Saved entries

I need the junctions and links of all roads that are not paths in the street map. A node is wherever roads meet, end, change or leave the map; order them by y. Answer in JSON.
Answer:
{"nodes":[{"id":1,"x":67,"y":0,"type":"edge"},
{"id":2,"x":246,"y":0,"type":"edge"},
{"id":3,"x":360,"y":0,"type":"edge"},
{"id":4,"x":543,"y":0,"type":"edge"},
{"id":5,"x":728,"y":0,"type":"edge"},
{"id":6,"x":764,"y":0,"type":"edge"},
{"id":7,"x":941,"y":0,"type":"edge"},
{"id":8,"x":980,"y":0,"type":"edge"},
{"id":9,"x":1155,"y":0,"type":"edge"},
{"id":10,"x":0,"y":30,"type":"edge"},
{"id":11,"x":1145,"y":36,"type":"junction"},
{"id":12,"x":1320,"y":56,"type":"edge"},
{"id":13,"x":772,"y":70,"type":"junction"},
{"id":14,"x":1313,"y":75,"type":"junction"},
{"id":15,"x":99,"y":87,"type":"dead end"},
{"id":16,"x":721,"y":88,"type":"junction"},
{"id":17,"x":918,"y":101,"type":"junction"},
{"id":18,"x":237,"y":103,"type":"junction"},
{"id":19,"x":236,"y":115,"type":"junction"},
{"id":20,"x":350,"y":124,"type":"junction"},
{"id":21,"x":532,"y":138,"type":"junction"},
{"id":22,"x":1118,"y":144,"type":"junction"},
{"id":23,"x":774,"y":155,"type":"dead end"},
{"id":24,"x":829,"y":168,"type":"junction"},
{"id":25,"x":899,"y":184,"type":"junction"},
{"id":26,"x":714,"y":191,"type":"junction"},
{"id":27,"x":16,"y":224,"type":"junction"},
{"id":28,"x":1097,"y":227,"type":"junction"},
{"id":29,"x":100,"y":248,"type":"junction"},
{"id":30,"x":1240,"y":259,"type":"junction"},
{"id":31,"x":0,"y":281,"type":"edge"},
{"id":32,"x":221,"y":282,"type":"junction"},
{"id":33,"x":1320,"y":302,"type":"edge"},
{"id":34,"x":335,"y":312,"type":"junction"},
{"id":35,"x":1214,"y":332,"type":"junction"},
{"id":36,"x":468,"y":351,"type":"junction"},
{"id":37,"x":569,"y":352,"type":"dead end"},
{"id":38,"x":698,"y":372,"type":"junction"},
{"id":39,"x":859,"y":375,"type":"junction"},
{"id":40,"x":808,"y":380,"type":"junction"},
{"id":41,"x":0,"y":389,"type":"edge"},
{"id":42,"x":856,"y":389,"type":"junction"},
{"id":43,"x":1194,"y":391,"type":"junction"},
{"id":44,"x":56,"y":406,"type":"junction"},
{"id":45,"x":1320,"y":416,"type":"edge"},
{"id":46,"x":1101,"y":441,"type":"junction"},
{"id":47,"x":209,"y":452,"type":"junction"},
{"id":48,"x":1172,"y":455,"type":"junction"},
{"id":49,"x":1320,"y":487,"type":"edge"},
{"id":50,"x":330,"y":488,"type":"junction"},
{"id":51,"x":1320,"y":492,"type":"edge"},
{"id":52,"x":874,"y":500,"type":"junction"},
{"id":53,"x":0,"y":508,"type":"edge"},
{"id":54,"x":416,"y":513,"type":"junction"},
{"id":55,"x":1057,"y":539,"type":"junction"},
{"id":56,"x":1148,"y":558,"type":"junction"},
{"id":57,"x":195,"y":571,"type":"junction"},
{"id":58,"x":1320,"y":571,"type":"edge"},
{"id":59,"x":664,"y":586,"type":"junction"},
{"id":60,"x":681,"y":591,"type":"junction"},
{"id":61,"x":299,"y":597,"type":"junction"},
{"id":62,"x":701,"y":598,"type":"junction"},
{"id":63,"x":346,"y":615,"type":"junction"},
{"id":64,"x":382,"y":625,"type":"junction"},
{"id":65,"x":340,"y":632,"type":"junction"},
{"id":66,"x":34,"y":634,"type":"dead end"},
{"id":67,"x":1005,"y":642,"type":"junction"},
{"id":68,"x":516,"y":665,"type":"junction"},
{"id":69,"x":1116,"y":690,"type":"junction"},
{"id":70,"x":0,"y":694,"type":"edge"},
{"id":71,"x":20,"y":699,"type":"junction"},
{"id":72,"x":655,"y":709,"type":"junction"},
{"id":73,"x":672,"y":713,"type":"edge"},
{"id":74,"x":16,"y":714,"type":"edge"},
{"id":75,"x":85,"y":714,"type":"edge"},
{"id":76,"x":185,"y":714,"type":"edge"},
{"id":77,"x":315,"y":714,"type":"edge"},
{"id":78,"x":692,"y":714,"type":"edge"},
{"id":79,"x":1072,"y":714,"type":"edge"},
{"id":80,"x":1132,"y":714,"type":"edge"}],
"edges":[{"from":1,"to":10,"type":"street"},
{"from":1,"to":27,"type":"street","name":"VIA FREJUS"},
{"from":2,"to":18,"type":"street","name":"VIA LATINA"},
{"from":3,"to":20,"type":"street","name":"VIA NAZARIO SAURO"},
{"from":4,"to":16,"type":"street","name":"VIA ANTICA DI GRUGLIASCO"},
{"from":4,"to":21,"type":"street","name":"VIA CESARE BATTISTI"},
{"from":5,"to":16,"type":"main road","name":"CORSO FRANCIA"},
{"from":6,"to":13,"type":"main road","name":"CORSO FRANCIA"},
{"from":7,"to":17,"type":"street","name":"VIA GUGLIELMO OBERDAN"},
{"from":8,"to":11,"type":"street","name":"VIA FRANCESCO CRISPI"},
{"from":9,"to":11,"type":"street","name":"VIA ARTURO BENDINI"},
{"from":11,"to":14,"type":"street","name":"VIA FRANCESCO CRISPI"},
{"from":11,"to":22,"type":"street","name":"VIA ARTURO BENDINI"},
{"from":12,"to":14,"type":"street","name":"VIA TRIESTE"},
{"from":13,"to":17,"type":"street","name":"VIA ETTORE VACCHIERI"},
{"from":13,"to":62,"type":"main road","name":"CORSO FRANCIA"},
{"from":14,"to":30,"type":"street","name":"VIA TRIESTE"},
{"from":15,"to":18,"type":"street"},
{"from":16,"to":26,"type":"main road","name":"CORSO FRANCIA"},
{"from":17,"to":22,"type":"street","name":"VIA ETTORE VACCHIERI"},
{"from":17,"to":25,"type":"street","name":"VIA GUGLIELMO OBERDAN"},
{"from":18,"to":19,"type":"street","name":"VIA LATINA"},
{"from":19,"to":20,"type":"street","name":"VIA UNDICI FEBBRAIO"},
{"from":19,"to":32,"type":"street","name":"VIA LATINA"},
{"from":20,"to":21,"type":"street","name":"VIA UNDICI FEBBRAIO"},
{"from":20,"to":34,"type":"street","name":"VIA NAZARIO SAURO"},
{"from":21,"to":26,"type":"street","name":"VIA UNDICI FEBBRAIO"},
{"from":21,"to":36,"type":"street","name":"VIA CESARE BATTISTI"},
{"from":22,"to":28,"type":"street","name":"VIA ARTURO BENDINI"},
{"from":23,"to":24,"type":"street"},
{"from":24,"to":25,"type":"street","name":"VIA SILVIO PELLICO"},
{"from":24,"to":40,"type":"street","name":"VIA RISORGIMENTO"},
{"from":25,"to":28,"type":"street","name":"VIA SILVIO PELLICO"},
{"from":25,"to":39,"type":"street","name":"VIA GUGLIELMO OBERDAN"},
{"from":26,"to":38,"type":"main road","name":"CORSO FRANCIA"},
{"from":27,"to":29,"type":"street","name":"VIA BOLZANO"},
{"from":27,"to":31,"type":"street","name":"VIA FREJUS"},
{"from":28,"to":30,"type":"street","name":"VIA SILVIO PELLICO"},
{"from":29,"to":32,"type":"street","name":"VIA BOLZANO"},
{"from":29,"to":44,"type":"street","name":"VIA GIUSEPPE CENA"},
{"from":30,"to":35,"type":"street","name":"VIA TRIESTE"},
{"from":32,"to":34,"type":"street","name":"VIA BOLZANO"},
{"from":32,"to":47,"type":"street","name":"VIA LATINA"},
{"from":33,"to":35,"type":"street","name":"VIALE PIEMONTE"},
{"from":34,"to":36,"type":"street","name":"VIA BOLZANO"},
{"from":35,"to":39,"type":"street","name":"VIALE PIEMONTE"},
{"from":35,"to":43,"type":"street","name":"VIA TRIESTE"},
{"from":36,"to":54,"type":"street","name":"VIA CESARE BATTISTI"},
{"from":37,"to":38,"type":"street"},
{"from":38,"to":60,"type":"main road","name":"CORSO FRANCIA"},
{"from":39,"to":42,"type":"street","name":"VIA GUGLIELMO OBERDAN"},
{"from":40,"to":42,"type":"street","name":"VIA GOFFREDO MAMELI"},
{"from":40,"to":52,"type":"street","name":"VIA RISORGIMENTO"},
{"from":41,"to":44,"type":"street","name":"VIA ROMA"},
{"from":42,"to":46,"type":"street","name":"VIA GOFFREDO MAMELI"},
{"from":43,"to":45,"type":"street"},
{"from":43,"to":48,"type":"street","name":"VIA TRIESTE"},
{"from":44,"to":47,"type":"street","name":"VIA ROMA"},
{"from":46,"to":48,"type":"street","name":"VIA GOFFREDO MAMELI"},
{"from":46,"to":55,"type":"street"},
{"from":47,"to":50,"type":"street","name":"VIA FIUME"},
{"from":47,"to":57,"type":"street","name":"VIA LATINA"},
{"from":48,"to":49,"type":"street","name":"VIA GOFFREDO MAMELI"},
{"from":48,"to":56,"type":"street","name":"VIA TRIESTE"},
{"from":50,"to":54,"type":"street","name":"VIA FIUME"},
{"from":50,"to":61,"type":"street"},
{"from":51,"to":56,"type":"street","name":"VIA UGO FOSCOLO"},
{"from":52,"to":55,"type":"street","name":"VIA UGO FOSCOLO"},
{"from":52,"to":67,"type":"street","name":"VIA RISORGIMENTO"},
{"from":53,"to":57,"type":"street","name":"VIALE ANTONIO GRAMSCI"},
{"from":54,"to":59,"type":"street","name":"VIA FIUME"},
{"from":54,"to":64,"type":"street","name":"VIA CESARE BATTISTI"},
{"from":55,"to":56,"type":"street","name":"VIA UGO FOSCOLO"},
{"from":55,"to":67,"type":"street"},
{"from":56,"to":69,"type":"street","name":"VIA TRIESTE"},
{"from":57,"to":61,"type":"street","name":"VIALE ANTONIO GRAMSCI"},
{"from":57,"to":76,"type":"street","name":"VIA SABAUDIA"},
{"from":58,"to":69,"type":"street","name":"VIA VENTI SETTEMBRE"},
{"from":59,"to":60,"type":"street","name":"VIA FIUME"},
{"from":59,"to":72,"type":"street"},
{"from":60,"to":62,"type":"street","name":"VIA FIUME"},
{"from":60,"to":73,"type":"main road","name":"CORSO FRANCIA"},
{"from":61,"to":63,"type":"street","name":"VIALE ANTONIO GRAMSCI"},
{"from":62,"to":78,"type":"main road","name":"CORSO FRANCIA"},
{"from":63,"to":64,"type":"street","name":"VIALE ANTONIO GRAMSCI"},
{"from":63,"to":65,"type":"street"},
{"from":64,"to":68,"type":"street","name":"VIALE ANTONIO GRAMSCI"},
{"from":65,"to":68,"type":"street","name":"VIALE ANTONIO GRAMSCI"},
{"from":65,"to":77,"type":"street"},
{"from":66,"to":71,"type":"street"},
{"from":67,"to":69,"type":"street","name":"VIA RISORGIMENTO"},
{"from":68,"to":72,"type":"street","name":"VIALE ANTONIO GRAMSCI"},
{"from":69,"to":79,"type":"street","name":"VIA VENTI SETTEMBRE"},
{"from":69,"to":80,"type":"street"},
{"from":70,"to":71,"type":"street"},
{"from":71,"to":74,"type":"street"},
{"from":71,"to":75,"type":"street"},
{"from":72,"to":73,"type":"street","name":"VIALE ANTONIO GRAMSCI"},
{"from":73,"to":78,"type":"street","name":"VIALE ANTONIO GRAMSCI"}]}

- What the task requires
Go through the data above and copy each line in which "GOFFREDO" appears.

- Your solution
{"from":40,"to":42,"type":"street","name":"VIA GOFFREDO MAMELI"},
{"from":42,"to":46,"type":"street","name":"VIA GOFFREDO MAMELI"},
{"from":46,"to":48,"type":"street","name":"VIA GOFFREDO MAMELI"},
{"from":48,"to":49,"type":"street","name":"VIA GOFFREDO MAMELI"},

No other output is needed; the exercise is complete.